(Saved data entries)
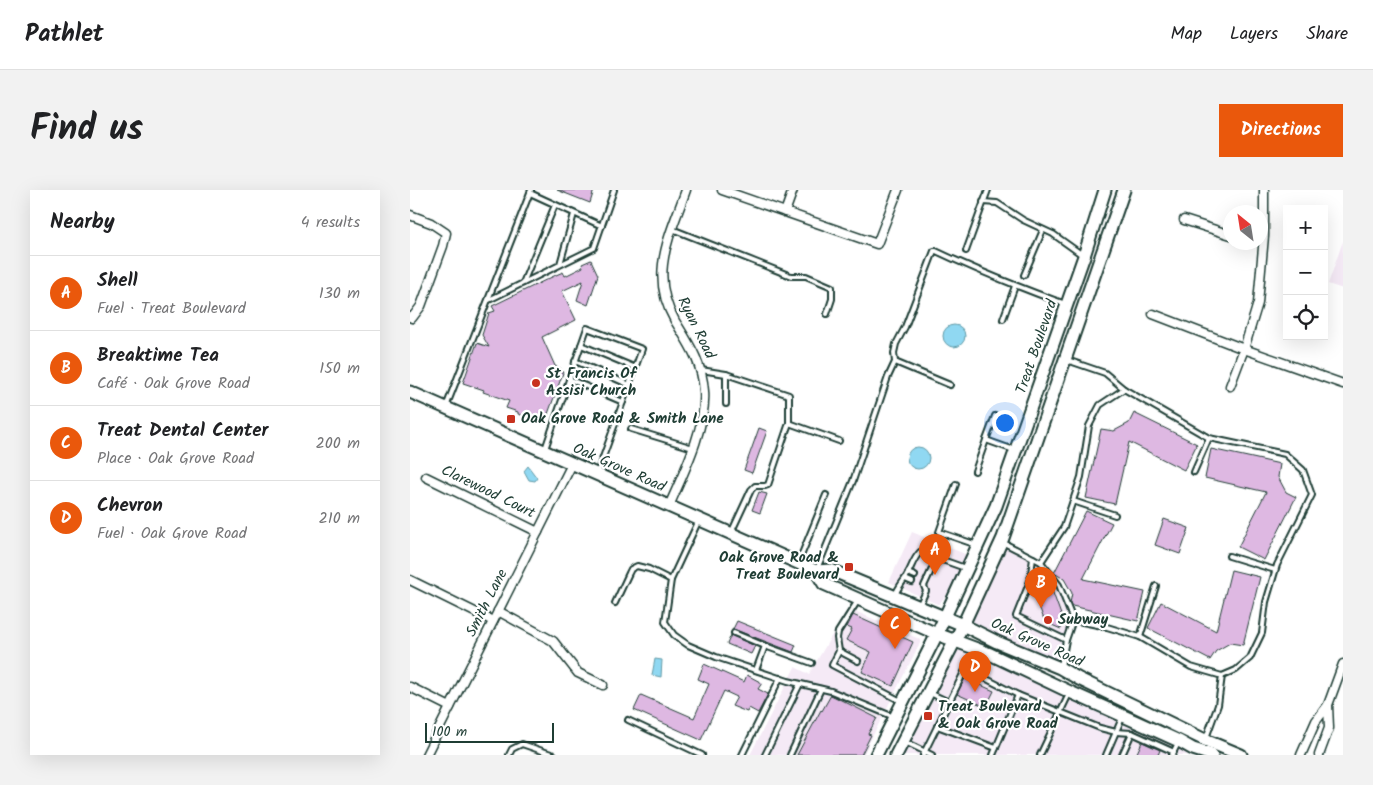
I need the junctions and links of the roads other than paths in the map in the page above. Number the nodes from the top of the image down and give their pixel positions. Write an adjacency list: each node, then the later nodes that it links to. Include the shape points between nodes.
1 (614, 190): 18 (lane)
2 (686, 190): 19 (street, Ryan Road)
3 (722, 190): 14 (street)
4 (793, 190): 14 (street)
5 (898, 190): 14 (street, via 877,244)
6 (988, 190): 11 (lane)
7 (1105, 190): 24 (main road, Treat Boulevard)
8 (1124, 190): 37 (main road, Treat Boulevard)
9 (1264, 190): 13 (street)
10 (530, 192): 12 (lane); 29 (lane)
11 (984, 202): 20 (lane, via 997,203); 23 (lane)
12 (555, 205): 15 (lane); 27 (lane)
13 (1263, 205)
14 (785, 212)
15 (574, 214): 18 (lane); 25 (lane)
16 (410, 215): 33 (street, via 446,233 421,306)
17 (1184, 220): 21 (street)
18 (602, 226): 25 (lane, via 594,248)
19 (672, 229): 31 (lane, via 791,276 806,276 832,287); 41 (street, Ryan Road, via 665,248 662,286 666,302)
20 (1043, 230): 24 (lane); 26 (lane)
21 (1223, 233)
22 (1261, 250): 36 (street, via 1258,303)
23 (966, 251)
24 (1084, 256): 30 (main road, Treat Boulevard)
25 (560, 264): 27 (lane)
26 (1024, 275)
27 (523, 283): 29 (lane)
28 (1015, 286): 30 (lane); 34 (lane); 39 (lane, via 934,251 896,344)
29 (489, 300): 52 (lane)
30 (1067, 305): 61 (main road, Treat Boulevard)
31 (827, 314)
32 (1153, 314): 36 (street)
33 (410, 317)
34 (1003, 319)
35 (581, 345): 38 (lane); 40 (lane); 40 (lane, via 587,328 642,350)
36 (1244, 349): 44 (street); 47 (street)
37 (1065, 359): 48 (lane, via 1106,374); 75 (main road, Treat Boulevard)
38 (575, 361): 43 (lane); 45 (lane)
39 (895, 362): 46 (lane); 86 (lane, via 853,481)
40 (636, 368): 45 (lane)
41 (701, 370): 42 (lane); 59 (street, Ryan Road, via 704,410)
42 (726, 374): 51 (lane); 54 (lane, via 789,395)
43 (569, 379): 50 (lane); 60 (lane)
44 (1342, 382)
45 (630, 384): 50 (lane)
46 (950, 385)
47 (1230, 386)
48 (1124, 389): 56 (lane); 69 (lane, via 1100,405 1089,426)
49 (410, 392): 52 (main road, Oak Grove Road)
50 (623, 402): 65 (lane)
51 (726, 404)
52 (446, 408): 60 (main road, Oak Grove Road)
53 (995, 416): 57 (lane)
54 (789, 423): 58 (lane); 74 (lane, via 768,485 755,486 751,490)
55 (631, 429): 59 (lane)
56 (1209, 438): 64 (lane); 85 (lane, via 1285,454 1303,470 1312,495)
57 (986, 440): 61 (lane); 63 (lane)
58 (839, 441)
59 (693, 448): 70 (street, Ryan Road)
60 (544, 451): 62 (main road, Oak Grove Road)
61 (1016, 451): 76 (main road, Treat Boulevard)
62 (572, 464): 65 (main road, Oak Grove Road); 73 (street, Smith Lane)
63 (975, 471)
64 (1194, 472)
65 (597, 474): 70 (main road, Oak Grove Road)
66 (426, 476): 73 (street, Clarewood Court)
67 (956, 484): 76 (lane, via 939,532)
68 (826, 495): 83 (lane)
69 (1073, 501): 71 (lane); 82 (lane, via 1064,528)
70 (669, 506): 72 (main road, Oak Grove Road)
71 (1115, 515)
72 (699, 520): 74 (main road, Oak Grove Road); 91 (lane)
73 (538, 532): 98 (street, Smith Lane)
74 (730, 534): 83 (main road, Oak Grove Road)
75 (1001, 542): 80 (lane); 102 (main road, Treat Boulevard)
76 (978, 546): 84 (main road, Treat Boulevard)
77 (925, 554): 78 (lane, via 920,552)
78 (916, 556): 81 (lane); 87 (lane)
79 (1229, 556): 85 (lane)
80 (1033, 558): 82 (lane); 107 (lane, via 1030,581 1016,616)
81 (922, 559)
82 (1041, 562): 100 (lane, via 1059,584)
83 (798, 563): 86 (main road, Oak Grove Road)
84 (967, 569): 97 (lane, via 935,558); 99 (main road, Treat Boulevard)
85 (1275, 570): 117 (lane, via 1262,633 1250,658 1236,670)
86 (816, 571): 94 (main road, Oak Grove Road, via 832,570); 95 (main road, Oak Grove Road, via 824,584)
87 (908, 573): 88 (lane); 89 (lane)
88 (915, 576)
89 (905, 579): 92 (lane); 94 (lane)
90 (410, 580): 101 (street)
91 (671, 580): 96 (lane, via 637,566 631,569); 115 (lane, via 666,622 674,635 716,657)
92 (912, 582)
93 (1156, 586): 105 (lane)
94 (894, 597): 97 (main road, Oak Grove Road)
95 (858, 599): 104 (main road, Oak Grove Road); 109 (lane, via 838,632)
96 (615, 602)
97 (918, 607): 99 (main road, Oak Grove Road)
98 (498, 612): 101 (street, Smith Lane); 120 (street, via 553,641 578,673)
99 (944, 618): 102 (main road, Oak Grove Road); 104 (main road, Treat Boulevard)
100 (1073, 620): 105 (lane); 107 (lane)
101 (493, 621): 129 (street, Smith Lane)
102 (963, 625): 106 (main road, Treat Boulevard); 114 (main road, Oak Grove Road)
103 (734, 634): 108 (lane)
104 (937, 634): 106 (main road, Oak Grove Road); 126 (main road, Treat Boulevard)
105 (1140, 637): 117 (lane, via 1191,667)
106 (955, 640): 110 (main road, Oak Grove Road); 123 (main road, Treat Boulevard)
107 (1066, 640): 114 (lane)
108 (765, 646): 112 (lane); 115 (lane)
109 (839, 651): 111 (lane); 126 (lane, via 832,665)
110 (990, 654): 116 (lane); 124 (main road, Oak Grove Road)
111 (858, 661)
112 (812, 663)
113 (1343, 664): 128 (street)
114 (1060, 668): 138 (main road, Oak Grove Road)
115 (756, 670): 118 (lane)
116 (979, 675): 125 (lane); 127 (lane, via 965,670)
117 (1222, 676): 138 (lane, via 1218,705)
118 (780, 678): 119 (lane); 149 (lane)
119 (800, 684): 122 (lane); 150 (lane)
120 (603, 685)
121 (410, 687): 129 (street)
122 (821, 689): 132 (lane); 151 (lane)
123 (928, 692): 127 (lane); 139 (main road, Treat Boulevard)
124 (1070, 692): 130 (lane); 131 (main road, Oak Grove Road)
125 (1018, 695): 130 (lane); 140 (lane)
126 (903, 702): 132 (main road, Treat Boulevard)
127 (949, 702): 134 (lane)
128 (1328, 705): 160 (street, via 1316,720); 161 (street, via 1329,728)
129 (450, 707): 145 (street, Smith Lane)
130 (1060, 712): 135 (lane); 156 (lane)
131 (1123, 716): 135 (lane); 137 (main road, Oak Grove Road)
132 (895, 718): 152 (main road, Treat Boulevard)
133 (628, 720): 148 (lane)
134 (937, 726): 140 (lane); 142 (lane)
135 (1116, 732): 136 (lane); 157 (lane)
136 (1132, 733): 143 (lane); 158 (lane)
137 (1179, 740): 141 (main road, Oak Grove Road); 143 (lane)
138 (1205, 740): 141 (lane); 144 (lane); 159 (main road, Oak Grove Road)
139 (903, 741): 142 (lane); 153 (main road, Treat Boulevard)
140 (996, 748): 155 (lane)
141 (1191, 752): 144 (main road, Oak Grove Road)
142 (924, 753): 154 (lane)
143 (1173, 753)
144 (1208, 754)
145 (426, 755)
146 (509, 755): 147 (lane, via 512,749 522,744)
147 (554, 755)
148 (702, 755)
149 (742, 755)
150 (765, 755)
151 (790, 755)
152 (876, 755)
153 (896, 755)
154 (932, 755)
155 (993, 755)
156 (1040, 755)
157 (1106, 755)
158 (1122, 755)
159 (1241, 755)
160 (1301, 755)
161 (1319, 755)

◆ **What needs to be done**: Find and copy each line above holding "Ryan".

◆ **Problem solution**:
2 (686, 190): 19 (street, Ryan Road)
19 (672, 229): 31 (lane, via 791,276 806,276 832,287); 41 (street, Ryan Road, via 665,248 662,286 666,302)
41 (701, 370): 42 (lane); 59 (street, Ryan Road, via 704,410)
59 (693, 448): 70 (street, Ryan Road)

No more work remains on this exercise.